There are a number of things mentioned in Canada on Fire that readers may find confusing. In the British army, it was the custom for sons of the aristocracy to buy their commissions. This is what is meant by the statement "FitzGibbon....had earned his way through the ranks by recognition rather than an exchange of coin." A footnote explaining this would have been welcome. Footnotes could also have been used to explain why the Wyandot (a tribe of native people) were considered "a senior nation" and what is meant by "a hero of Culloden."
Readers will also be puzzled by the statement, "While Canadian privateers harried the east coast and the British Navy maintained a tight blockade on the Atlantic coast, it was the Americans who dominated the inland water." They are the same coast. Even more confusing is the following: "American goods bought at Halifax made their way across the Pacific to supply the British troops fighting Napoleon or were loaded onto ships and sent down the St. Lawrence River for the use of British and Canadian soldiers fighting the Americans in Upper Canada." Surely, what was intended was the Atlantic and up the St. Lawrence.
There is one error in the use of tenses. Crump wrote "Captain Porter's force slipped into the forest....where they could not be seen by Norton's snipers." The next sentence reads, "They proceed up both sides of the river until they surround one of Norton's groups..." The past tense should be used in the second sentence.

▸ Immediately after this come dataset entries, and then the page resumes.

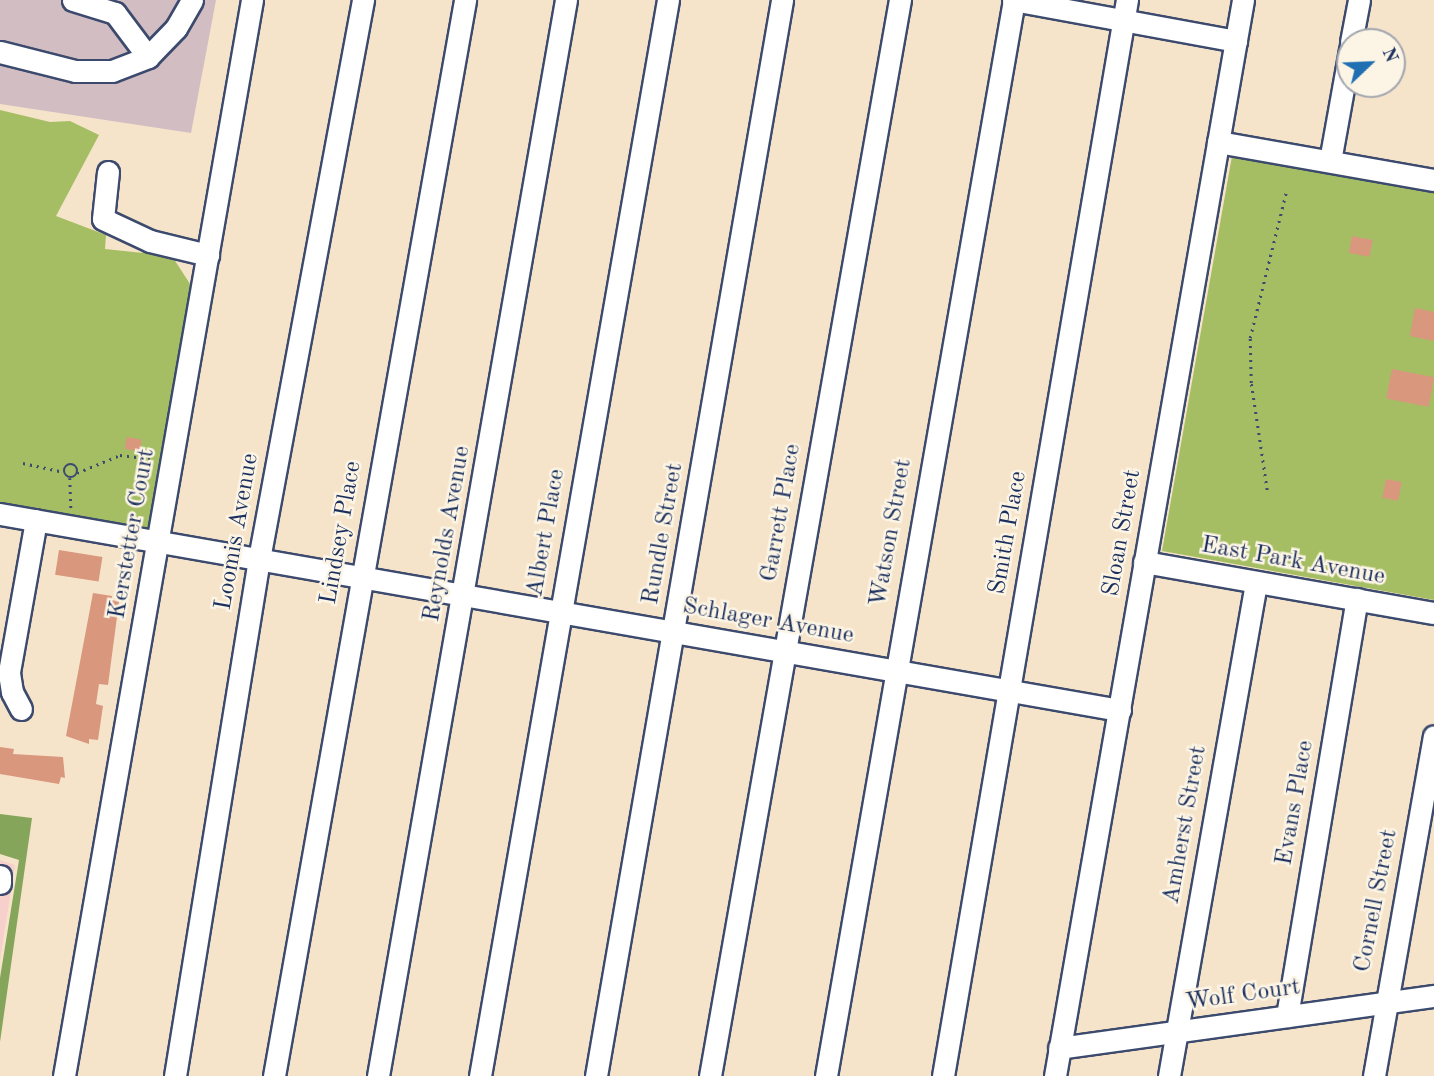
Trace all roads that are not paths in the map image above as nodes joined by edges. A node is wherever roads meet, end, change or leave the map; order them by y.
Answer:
1 (73, 0) edge
2 (191, 0) edge
3 (253, 0) edge
4 (363, 0) edge
5 (465, 0) edge
6 (566, 0) edge
7 (668, 0) edge
8 (782, 0) edge
9 (900, 0) edge
10 (1014, 0) edge
11 (1243, 0) edge
12 (1359, 0) edge
13 (105, 5) edge
14 (1125, 10) edge
15 (1354, 28) edge
16 (1236, 41) junction
17 (0, 51) edge
18 (148, 57) junction
19 (1341, 98) edge
20 (1218, 142) junction
21 (1330, 161) junction
22 (108, 172) dead end
23 (1434, 177) edge
24 (208, 255) junction
25 (0, 514) edge
26 (36, 520) junction
27 (159, 541) junction
28 (259, 559) junction
29 (1144, 562) junction
30 (361, 577) junction
31 (1256, 583) junction
32 (465, 593) junction
33 (1357, 599) junction
34 (560, 613) junction
35 (1434, 613) edge
36 (674, 631) junction
37 (785, 650) junction
38 (894, 672) junction
39 (1008, 690) junction
40 (21, 709) dead end
41 (1120, 710) junction
42 (1434, 736) edge
43 (0, 876) edge
44 (0, 883) edge
45 (1434, 996) edge
46 (1385, 1003) junction
47 (1287, 1016) junction
48 (1177, 1031) junction
49 (1059, 1048) junction
50 (64, 1076) edge
51 (175, 1076) edge
52 (274, 1076) edge
53 (378, 1076) edge
54 (480, 1076) edge
55 (596, 1076) edge
56 (710, 1076) edge
57 (826, 1076) edge
58 (943, 1076) edge
59 (1055, 1076) edge
60 (1169, 1076) edge
61 (1374, 1076) edge

1 - 13 street
2 - 18 street
3 - 24 street, Kerstetter Court
4 - 28 street, Loomis Avenue
5 - 30 street, Lindsey Place
6 - 32 street, Reynolds Avenue
7 - 34 street, Albert Place
8 - 36 street, Rundle Street
9 - 37 street, Garrett Place
10 - 14 street
10 - 38 street, Watson Street
11 - 16 street, Sloan Street
12 - 15 street
13 - 18 street
14 - 16 street
14 - 39 street, Smith Place
16 - 20 street, Sloan Street
17 - 18 street
19 - 21 street
20 - 21 street
20 - 29 street, Sloan Street
21 - 23 street
22 - 24 street
24 - 27 street, Kerstetter Court
25 - 26 street, Schlager Avenue
26 - 27 street, Schlager Avenue
26 - 40 street
27 - 28 street, Schlager Avenue
27 - 50 street, Kerstetter Court
28 - 30 street, Schlager Avenue
28 - 51 street, Loomis Avenue
29 - 31 street, East Park Avenue
29 - 41 street, Sloan Street
30 - 32 street, Schlager Avenue
30 - 52 street, Lindsey Place
31 - 33 street, East Park Avenue
31 - 48 street, Amherst Street
32 - 34 street, Schlager Avenue
32 - 53 street, Reynolds Avenue
33 - 35 street, East Park Avenue
33 - 47 street, Evans Place
34 - 36 street, Schlager Avenue
34 - 54 street, Albert Place
36 - 37 street, Schlager Avenue
36 - 55 street, Rundle Street
37 - 38 street, Schlager Avenue
37 - 56 street, Garrett Place
38 - 39 street, Schlager Avenue
38 - 57 street, Watson Street
39 - 41 street, Schlager Avenue
39 - 58 street, Smith Place
41 - 49 street, Sloan Street
42 - 46 street, Cornell Street
43 - 44 street
45 - 46 street, Wolf Court
46 - 47 street, Wolf Court
46 - 61 street, Cornell Street
47 - 48 street, Wolf Court
48 - 49 street, Wolf Court
48 - 60 street, Amherst Street
49 - 59 street, Sloan Street

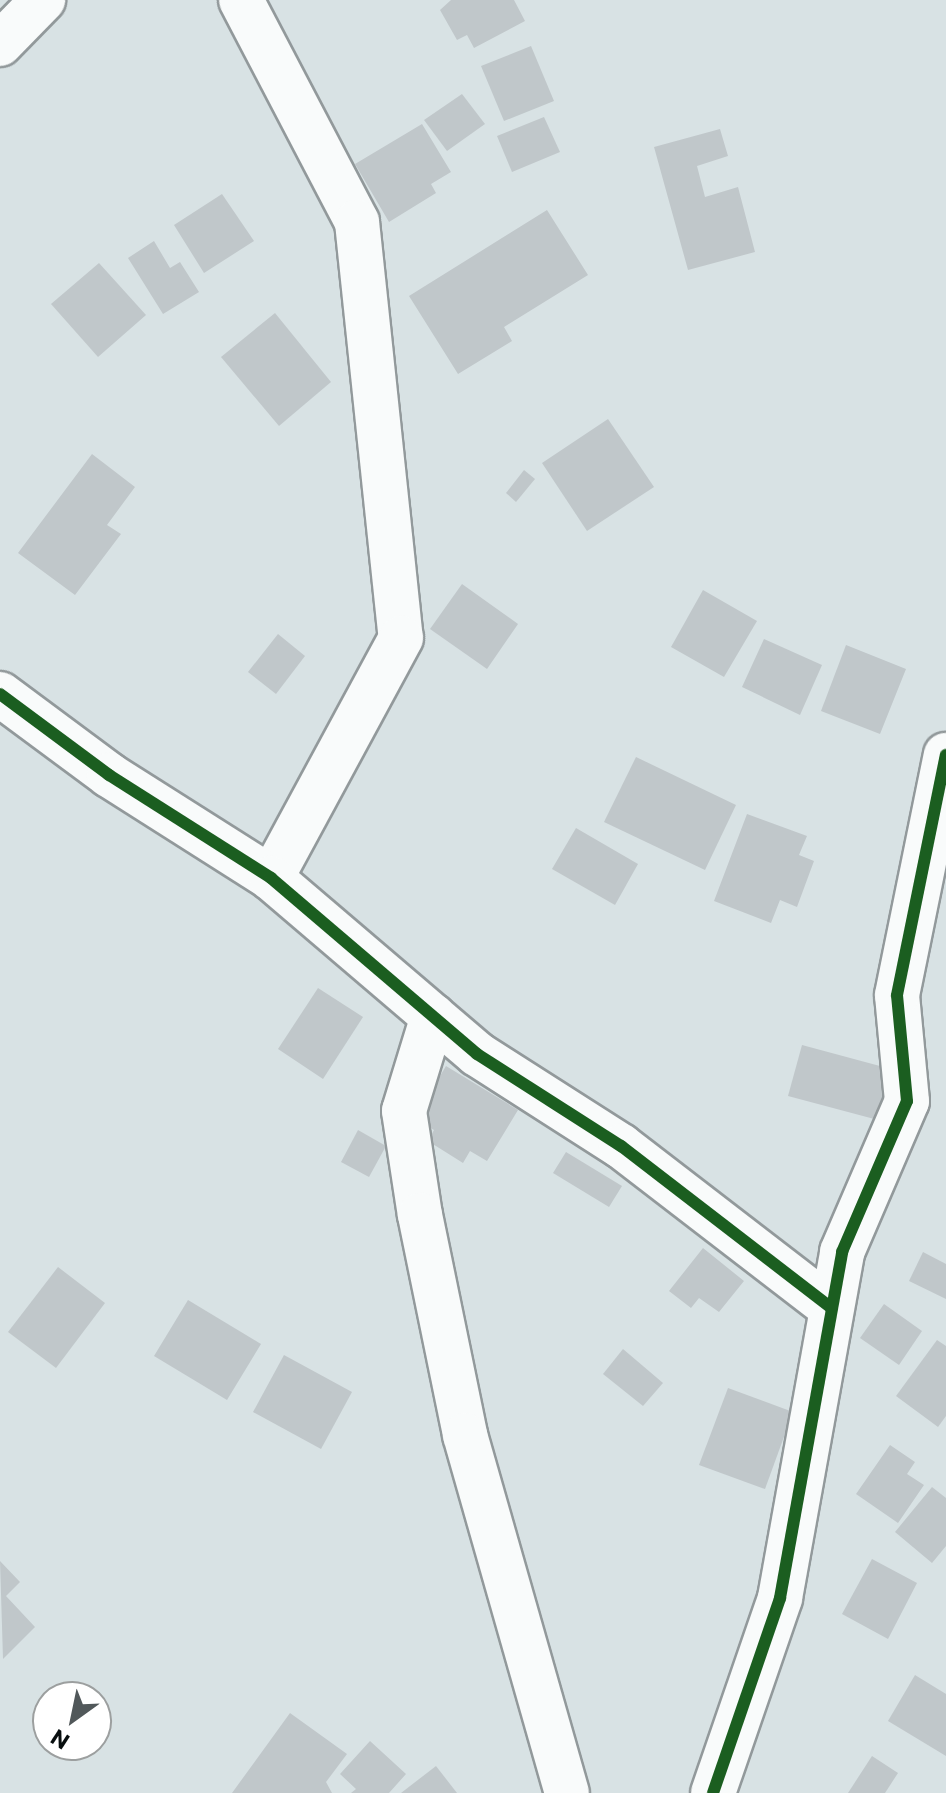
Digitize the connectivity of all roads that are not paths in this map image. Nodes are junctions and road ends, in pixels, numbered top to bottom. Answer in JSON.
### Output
{"nodes":[{"id":1,"x":43,"y":0,"type":"edge"},
{"id":2,"x":241,"y":0,"type":"edge"},
{"id":3,"x":0,"y":44,"type":"edge"},
{"id":4,"x":0,"y":694,"type":"edge"},
{"id":5,"x":946,"y":755,"type":"edge"},
{"id":6,"x":271,"y":878,"type":"junction"},
{"id":7,"x":433,"y":1016,"type":"junction"},
{"id":8,"x":831,"y":1308,"type":"junction"},
{"id":9,"x":567,"y":1793,"type":"edge"},
{"id":10,"x":713,"y":1793,"type":"edge"}],
"edges":[{"from":1,"to":3,"type":"street"},
{"from":2,"to":6,"type":"street"},
{"from":4,"to":6,"type":"street"},
{"from":5,"to":8,"type":"street"},
{"from":6,"to":7,"type":"street"},
{"from":7,"to":8,"type":"street"},
{"from":7,"to":9,"type":"street"},
{"from":8,"to":10,"type":"street"}]}
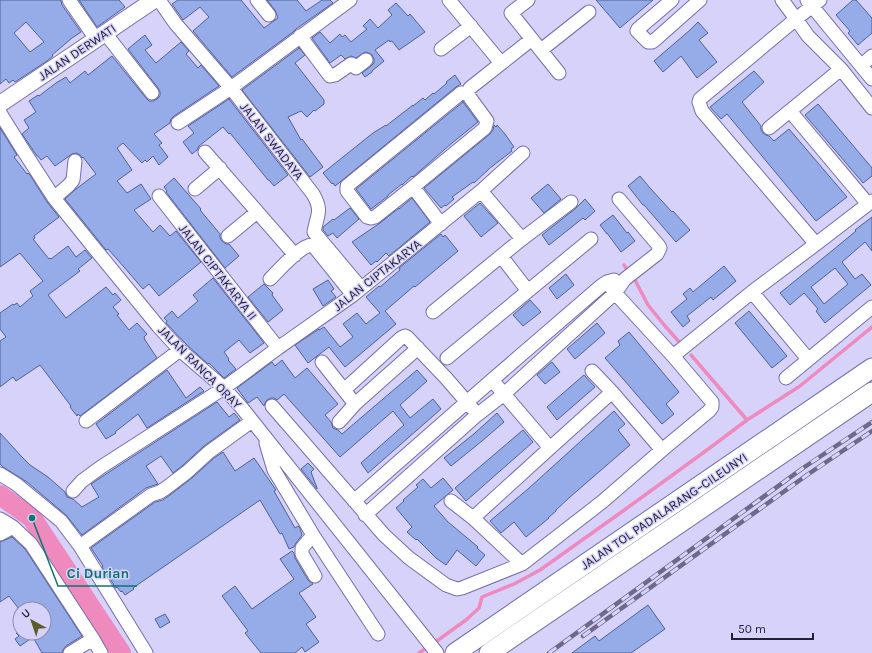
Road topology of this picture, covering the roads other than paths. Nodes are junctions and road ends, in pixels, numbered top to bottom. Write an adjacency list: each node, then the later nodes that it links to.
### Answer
1 (69, 0): 15 (street)
2 (154, 0): 15 (main road, JALAN DERWATI)
3 (158, 0): 27 (street, JALAN SWADAYA)
4 (257, 0): 13 (street)
5 (350, 0): 16 (street)
6 (449, 0): 14 (street)
7 (528, 0): 17 (street)
8 (672, 0): 9 (street)
9 (700, 0)
10 (782, 0): 11 (street)
11 (807, 8): 23 (street); 24 (street); 53 (street)
12 (589, 12): 19 (street)
13 (269, 15)
14 (471, 26): 18 (street); 22 (street)
15 (100, 36): 29 (street); 30 (main road, JALAN DERWATI)
16 (300, 36): 21 (street); 27 (street)
17 (532, 39): 19 (street); 22 (street)
18 (441, 49)
19 (541, 50): 25 (street)
20 (872, 56): 23 (street)
21 (366, 60)
22 (502, 63): 28 (street)
23 (861, 66): 26 (street)
24 (842, 69): 31 (street); 32 (street)
25 (559, 74)
26 (872, 79)
27 (231, 88): 34 (street); 59 (street, JALAN SWADAYA)
28 (470, 88)
29 (152, 93)
30 (0, 104)
31 (872, 108)
32 (790, 111): 35 (street); 47 (street)
33 (0, 113): 44 (street, JALAN RANCA ORAY)
34 (178, 124)
35 (770, 128)
36 (205, 152): 39 (street)
37 (523, 153): 42 (street, JALAN CIPTAKARYA)
38 (75, 161): 44 (street)
39 (220, 168): 41 (street); 48 (street)
40 (413, 187): 40 (street); 49 (street)
41 (195, 189)
42 (481, 191): 49 (street, JALAN CIPTAKARYA); 51 (street)
43 (159, 196): 65 (street, JALAN CIPTAKARYA II)
44 (54, 198): 67 (street, JALAN RANCA ORAY)
45 (619, 199): 57 (street)
46 (571, 202): 51 (street)
47 (870, 202): 53 (street)
48 (257, 212): 50 (street); 54 (street)
49 (441, 224): 59 (street, JALAN CIPTAKARYA)
50 (228, 236)
51 (522, 239): 55 (street)
52 (591, 239): 60 (street)
53 (816, 244): 61 (street)
54 (295, 254): 56 (street); 59 (street)
55 (501, 256): 60 (street); 64 (street)
56 (270, 279)
57 (625, 279): 58 (street); 62 (street)
58 (607, 282): 62 (street); 75 (street)
59 (357, 291): 65 (street, JALAN CIPTAKARYA)
60 (528, 291): 69 (street)
61 (752, 292): 68 (street); 70 (street)
62 (615, 293): 68 (street); 80 (street)
63 (872, 307): 70 (street)
64 (433, 312)
65 (278, 348): 76 (street, JALAN CIPTAKARYA)
66 (418, 348): 77 (street); 81 (street); 82 (street)
67 (180, 350): 76 (street, JALAN RANCA ORAY); 85 (street)
68 (673, 356): 90 (street)
69 (446, 358)
70 (808, 359): 74 (street)
71 (322, 362): 77 (street)
72 (872, 368): 110 (highway, JALAN TOL PADALARANG–CILEUNYI)
73 (592, 371): 78 (street)
74 (786, 378)
75 (492, 380): 80 (street); 81 (street)
76 (224, 388): 86 (street, JALAN RANCA ORAY); 92 (street, JALAN CIPTAKARYA)
77 (344, 390): 82 (street)
78 (612, 392): 89 (street); 90 (street)
79 (872, 392): 111 (highway, JALAN TOL PADALARANG–CILEUNYI)
80 (504, 394): 84 (street); 89 (street)
81 (467, 402): 84 (street); 93 (street)
82 (355, 404): 87 (street)
83 (272, 406): 93 (street)
84 (477, 415): 95 (street)
85 (86, 421)
86 (252, 421): 88 (street, JALAN RANCA ORAY); 101 (street)
87 (339, 422)
88 (265, 437): 100 (street); 109 (street, JALAN RANCA ORAY)
89 (550, 448): 96 (street)
90 (662, 450): 102 (street)
91 (0, 474): 101 (street)
92 (73, 491)
93 (354, 501): 95 (street)
94 (451, 501): 96 (street)
95 (365, 515): 102 (street)
96 (473, 518): 102 (street)
97 (0, 519): 98 (street)
98 (13, 527): 99 (street); 105 (street)
99 (0, 534)
100 (313, 535): 103 (street); 104 (street)
101 (80, 546): 108 (street)
102 (522, 564)
103 (315, 576)
104 (378, 634)
105 (93, 639): 106 (street); 107 (street)
106 (70, 653)
107 (101, 653)
108 (146, 653)
109 (437, 653)
110 (455, 653)
111 (489, 653)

Jennifer Crump, the author of Canada on Fire, has written several other books for young people, including Amazing Stories and Frommer's Toronto With Kids. She has also written articles for Canadian Geographic and Reader's Digest magazines. Her writing style is suitable for young readers who will find Canada on Fire an exciting book, but, because of the mistakes, it is only recommended with reservations for classroom work.
Recommended with reservations.
Thomas F. Chambers, a retired college teacher, lives in North Bay, ON.
Native people in 1812 were not known as First Nations people.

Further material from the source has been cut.